■ AIM OF THE EXERCISE
Every line of the entries with the word "points" in it should be shown.

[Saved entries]
[Start of Attachment]
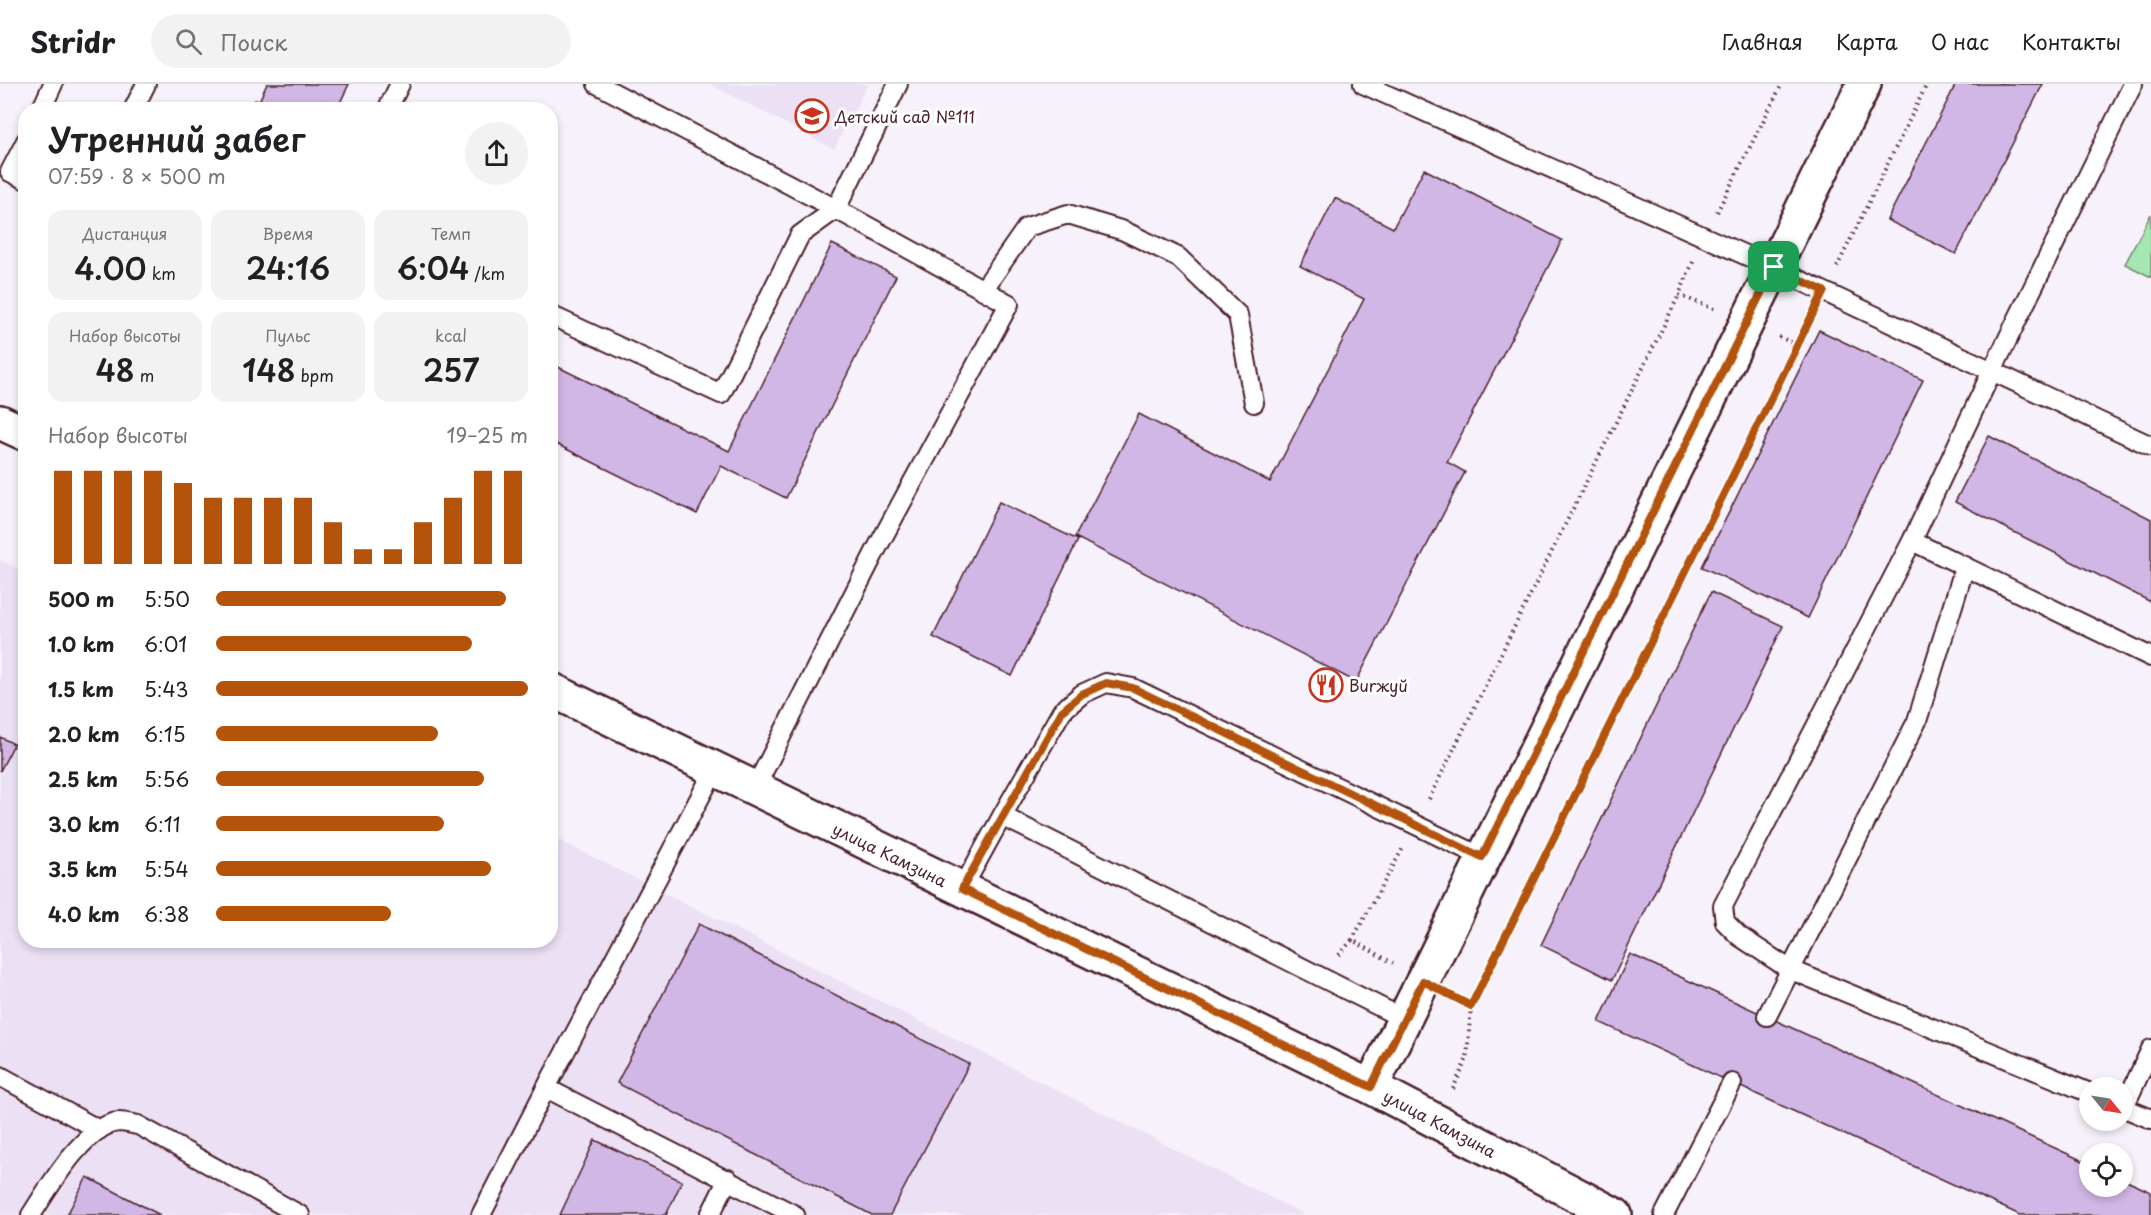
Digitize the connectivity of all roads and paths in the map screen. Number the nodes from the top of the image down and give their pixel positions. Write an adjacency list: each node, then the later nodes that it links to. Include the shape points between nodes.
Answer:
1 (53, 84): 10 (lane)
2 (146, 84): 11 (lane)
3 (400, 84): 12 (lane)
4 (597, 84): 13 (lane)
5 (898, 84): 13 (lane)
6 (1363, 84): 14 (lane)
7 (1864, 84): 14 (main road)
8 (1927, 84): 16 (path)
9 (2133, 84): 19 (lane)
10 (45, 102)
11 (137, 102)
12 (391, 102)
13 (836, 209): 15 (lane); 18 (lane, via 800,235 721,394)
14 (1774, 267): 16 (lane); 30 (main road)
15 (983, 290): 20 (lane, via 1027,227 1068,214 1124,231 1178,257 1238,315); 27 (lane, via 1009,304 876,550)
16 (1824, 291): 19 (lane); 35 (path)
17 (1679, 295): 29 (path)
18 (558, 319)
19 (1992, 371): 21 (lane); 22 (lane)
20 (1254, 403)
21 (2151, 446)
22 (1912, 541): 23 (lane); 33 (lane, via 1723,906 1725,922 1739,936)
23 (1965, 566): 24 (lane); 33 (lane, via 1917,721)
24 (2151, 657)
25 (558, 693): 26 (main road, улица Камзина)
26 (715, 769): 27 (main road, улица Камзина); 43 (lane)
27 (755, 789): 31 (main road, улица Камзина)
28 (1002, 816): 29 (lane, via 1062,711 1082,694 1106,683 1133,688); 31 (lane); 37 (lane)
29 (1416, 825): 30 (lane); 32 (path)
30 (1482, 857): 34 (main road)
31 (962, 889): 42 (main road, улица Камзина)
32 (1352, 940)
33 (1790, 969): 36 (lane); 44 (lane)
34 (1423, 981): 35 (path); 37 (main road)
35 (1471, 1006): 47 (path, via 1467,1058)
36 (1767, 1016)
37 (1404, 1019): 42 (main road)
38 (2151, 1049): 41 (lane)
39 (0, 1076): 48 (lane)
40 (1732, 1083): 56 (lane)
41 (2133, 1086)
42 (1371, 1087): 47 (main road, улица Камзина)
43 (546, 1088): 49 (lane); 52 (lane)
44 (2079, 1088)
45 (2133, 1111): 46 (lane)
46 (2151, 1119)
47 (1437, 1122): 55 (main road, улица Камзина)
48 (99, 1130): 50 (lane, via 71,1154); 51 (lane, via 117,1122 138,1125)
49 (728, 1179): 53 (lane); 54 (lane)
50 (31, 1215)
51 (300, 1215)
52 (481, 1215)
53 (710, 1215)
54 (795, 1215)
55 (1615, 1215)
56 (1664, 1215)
[End of Attachment]
[Start of Attachment]
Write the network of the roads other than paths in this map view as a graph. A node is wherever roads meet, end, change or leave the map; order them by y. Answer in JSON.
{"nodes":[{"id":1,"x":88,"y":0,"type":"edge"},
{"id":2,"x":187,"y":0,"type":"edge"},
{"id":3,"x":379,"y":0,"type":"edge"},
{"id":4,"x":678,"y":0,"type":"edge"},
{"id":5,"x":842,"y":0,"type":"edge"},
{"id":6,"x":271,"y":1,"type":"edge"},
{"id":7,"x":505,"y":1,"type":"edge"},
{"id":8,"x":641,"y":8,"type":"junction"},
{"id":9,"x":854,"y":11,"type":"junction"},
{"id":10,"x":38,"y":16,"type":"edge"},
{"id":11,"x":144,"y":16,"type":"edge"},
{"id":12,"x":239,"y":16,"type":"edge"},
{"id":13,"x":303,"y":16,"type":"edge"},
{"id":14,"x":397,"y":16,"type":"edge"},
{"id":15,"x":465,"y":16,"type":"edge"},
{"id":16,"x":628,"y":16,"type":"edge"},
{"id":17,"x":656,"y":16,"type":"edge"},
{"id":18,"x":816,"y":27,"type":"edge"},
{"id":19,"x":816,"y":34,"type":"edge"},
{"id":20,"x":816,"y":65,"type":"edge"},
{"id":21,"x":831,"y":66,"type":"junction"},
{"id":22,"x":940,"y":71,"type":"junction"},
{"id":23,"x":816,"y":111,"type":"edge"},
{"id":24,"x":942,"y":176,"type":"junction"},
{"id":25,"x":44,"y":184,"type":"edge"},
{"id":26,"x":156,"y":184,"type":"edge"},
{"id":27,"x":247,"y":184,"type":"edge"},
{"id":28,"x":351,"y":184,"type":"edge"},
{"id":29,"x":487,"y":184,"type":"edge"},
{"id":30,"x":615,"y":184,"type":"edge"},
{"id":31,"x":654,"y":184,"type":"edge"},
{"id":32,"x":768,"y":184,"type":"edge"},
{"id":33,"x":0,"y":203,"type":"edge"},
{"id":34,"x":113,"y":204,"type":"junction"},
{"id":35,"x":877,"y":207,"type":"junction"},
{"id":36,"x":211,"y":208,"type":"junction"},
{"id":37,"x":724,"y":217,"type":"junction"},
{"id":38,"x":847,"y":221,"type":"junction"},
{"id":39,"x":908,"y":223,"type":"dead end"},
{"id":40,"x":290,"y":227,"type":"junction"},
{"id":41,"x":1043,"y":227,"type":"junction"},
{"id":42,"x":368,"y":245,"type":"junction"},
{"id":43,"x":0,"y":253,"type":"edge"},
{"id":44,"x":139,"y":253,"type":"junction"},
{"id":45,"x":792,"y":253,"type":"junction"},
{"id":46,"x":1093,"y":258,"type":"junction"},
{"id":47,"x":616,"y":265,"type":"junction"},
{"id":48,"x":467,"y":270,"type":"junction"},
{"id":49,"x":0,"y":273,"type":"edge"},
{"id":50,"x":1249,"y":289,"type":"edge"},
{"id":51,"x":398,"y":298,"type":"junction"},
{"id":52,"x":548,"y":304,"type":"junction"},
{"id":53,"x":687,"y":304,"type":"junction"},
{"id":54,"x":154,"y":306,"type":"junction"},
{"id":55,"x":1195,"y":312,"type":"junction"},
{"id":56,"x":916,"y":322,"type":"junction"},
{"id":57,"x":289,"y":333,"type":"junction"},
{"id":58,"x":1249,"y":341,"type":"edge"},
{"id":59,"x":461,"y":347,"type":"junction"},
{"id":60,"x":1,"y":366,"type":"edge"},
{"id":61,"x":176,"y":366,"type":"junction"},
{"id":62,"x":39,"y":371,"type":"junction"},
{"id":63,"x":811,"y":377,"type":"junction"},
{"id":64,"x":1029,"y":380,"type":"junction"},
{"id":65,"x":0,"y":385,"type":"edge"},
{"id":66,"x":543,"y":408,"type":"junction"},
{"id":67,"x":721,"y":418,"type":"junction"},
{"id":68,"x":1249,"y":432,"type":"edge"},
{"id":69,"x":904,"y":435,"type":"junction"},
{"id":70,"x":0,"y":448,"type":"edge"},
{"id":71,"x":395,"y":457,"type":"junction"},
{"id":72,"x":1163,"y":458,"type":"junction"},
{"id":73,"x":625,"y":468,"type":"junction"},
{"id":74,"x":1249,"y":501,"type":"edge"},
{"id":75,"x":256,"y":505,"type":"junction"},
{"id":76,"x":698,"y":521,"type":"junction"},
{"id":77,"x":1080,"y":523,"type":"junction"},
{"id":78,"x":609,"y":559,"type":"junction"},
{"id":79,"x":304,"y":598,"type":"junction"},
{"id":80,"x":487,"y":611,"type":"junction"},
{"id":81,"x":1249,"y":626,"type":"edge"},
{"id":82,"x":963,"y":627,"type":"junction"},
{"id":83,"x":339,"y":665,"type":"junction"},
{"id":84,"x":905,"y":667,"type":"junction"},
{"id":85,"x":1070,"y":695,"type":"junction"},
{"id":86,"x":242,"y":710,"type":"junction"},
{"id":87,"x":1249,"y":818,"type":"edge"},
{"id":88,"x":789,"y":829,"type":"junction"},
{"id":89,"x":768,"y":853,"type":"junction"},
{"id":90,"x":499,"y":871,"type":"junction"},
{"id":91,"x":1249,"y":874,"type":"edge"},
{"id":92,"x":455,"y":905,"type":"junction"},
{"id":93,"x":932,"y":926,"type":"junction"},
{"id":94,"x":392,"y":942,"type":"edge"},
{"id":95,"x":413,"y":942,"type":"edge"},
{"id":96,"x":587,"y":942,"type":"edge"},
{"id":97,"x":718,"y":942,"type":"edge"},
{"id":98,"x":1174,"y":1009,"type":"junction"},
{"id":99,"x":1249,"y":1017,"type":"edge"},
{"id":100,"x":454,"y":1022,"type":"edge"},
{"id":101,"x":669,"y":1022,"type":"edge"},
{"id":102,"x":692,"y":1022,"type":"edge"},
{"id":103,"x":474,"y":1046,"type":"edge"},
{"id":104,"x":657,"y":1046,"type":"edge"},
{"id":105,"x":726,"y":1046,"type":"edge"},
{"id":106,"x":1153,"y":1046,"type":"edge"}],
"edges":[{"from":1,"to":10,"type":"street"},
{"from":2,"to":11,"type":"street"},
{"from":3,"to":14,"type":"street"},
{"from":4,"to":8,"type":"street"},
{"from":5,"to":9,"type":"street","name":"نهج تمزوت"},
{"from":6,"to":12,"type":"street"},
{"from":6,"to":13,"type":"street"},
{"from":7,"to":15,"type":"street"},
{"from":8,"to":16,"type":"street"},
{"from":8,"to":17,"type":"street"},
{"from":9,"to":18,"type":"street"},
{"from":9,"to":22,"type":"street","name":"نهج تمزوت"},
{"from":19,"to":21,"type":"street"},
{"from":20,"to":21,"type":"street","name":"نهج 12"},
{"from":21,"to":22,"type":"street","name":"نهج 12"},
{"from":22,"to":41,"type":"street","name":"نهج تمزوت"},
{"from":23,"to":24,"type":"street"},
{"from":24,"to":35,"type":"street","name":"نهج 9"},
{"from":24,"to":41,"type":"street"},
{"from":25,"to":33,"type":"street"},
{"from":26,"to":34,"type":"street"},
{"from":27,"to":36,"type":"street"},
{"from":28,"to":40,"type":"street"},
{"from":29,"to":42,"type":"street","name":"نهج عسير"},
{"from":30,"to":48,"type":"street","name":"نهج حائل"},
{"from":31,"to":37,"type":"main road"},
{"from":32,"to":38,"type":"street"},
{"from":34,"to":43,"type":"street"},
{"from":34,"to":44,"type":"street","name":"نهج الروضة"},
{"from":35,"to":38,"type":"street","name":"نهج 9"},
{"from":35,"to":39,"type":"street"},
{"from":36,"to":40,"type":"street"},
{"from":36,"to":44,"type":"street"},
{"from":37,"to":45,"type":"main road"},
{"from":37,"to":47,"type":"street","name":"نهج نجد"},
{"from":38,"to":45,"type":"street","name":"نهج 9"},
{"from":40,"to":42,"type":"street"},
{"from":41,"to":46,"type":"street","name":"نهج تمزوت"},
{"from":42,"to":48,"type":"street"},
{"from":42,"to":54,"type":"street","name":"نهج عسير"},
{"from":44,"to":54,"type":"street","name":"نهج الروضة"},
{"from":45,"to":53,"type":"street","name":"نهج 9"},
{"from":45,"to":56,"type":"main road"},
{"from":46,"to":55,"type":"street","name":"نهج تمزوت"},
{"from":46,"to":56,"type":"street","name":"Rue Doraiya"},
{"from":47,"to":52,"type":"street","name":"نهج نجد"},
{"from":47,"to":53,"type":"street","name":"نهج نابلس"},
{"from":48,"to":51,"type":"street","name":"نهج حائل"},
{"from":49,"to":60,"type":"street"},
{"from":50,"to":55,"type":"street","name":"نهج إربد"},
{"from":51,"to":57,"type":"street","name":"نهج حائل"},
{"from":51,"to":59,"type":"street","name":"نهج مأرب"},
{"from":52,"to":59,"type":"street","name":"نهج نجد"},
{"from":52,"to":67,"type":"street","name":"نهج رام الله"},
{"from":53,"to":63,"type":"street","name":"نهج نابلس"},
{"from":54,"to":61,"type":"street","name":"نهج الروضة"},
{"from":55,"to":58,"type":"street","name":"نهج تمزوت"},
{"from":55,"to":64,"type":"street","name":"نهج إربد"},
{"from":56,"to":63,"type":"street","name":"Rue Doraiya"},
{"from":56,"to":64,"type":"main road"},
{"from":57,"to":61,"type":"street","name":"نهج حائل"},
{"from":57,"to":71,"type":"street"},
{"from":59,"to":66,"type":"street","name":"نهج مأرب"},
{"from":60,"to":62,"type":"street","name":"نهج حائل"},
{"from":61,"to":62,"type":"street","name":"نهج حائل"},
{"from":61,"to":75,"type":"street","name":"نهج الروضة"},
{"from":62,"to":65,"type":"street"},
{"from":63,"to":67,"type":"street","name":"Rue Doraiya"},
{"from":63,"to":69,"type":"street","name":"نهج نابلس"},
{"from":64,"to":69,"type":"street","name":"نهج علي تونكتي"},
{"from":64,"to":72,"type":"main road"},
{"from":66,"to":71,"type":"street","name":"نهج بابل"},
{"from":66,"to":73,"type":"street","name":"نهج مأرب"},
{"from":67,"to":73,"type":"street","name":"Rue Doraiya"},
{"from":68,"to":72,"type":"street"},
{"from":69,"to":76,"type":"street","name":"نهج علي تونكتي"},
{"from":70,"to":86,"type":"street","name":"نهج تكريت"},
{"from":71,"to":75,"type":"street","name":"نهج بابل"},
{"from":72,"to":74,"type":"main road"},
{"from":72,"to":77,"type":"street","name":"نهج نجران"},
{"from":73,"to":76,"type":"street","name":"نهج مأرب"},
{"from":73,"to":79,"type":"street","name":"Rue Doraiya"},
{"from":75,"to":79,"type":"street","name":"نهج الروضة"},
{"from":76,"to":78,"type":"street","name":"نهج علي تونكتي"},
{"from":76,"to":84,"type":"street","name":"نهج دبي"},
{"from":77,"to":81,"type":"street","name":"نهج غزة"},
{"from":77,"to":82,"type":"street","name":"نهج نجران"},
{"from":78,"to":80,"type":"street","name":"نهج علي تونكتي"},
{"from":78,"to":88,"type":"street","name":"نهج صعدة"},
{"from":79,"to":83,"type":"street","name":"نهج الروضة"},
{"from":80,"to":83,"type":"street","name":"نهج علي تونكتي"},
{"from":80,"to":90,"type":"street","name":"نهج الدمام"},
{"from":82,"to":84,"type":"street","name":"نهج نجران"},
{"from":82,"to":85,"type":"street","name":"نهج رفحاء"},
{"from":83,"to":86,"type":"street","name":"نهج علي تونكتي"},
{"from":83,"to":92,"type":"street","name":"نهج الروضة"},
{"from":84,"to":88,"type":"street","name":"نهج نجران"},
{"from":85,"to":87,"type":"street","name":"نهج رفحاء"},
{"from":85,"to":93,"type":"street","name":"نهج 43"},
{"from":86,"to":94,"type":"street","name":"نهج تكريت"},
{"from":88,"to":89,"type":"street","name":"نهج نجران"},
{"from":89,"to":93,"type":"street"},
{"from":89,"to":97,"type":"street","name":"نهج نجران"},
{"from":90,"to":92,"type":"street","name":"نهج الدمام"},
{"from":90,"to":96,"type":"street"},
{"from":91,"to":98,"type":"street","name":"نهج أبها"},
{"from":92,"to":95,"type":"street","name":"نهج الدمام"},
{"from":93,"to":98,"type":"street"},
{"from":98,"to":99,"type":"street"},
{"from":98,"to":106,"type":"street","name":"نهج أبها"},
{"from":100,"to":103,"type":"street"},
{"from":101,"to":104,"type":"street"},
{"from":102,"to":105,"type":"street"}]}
[End of Attachment]
[Start of Attachment]
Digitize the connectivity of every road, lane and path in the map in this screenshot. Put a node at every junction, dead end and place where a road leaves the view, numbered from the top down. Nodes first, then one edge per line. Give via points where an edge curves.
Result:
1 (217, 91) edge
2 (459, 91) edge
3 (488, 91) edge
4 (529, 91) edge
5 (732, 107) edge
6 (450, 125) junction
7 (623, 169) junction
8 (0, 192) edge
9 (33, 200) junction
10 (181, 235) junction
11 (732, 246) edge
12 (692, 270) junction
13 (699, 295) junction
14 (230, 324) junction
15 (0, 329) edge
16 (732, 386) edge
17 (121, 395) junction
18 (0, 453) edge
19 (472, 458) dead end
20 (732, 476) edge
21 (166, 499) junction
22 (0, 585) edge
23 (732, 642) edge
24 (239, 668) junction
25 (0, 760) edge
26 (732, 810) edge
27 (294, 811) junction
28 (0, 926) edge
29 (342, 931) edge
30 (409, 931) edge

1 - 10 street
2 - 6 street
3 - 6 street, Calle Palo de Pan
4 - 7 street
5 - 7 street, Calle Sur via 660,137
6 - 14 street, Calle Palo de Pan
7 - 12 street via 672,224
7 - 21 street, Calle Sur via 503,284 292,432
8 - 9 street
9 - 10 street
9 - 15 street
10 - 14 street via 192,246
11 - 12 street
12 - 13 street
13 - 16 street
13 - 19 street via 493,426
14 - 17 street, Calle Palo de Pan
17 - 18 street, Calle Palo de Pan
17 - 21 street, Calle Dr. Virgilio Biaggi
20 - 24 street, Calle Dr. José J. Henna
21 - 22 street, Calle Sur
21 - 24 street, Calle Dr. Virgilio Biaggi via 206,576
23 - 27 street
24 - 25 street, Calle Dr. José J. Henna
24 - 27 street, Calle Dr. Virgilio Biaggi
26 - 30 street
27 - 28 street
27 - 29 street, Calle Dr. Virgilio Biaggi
[End of Attachment]
■ YOUR RESPONSE
Digitize the connectivity of all roads and paths in the map screen. Number the nodes from the top of the image down and give their pixel positions. Write an adjacency list: each node, then the later nodes that it links to. Include the shape points between nodes.
Digitize the connectivity of every road, lane and path in the map in this screenshot. Put a node at every junction, dead end and place where a road leaves the view, numbered from the top down. Nodes first, then one edge per line. Give via points where an edge curves.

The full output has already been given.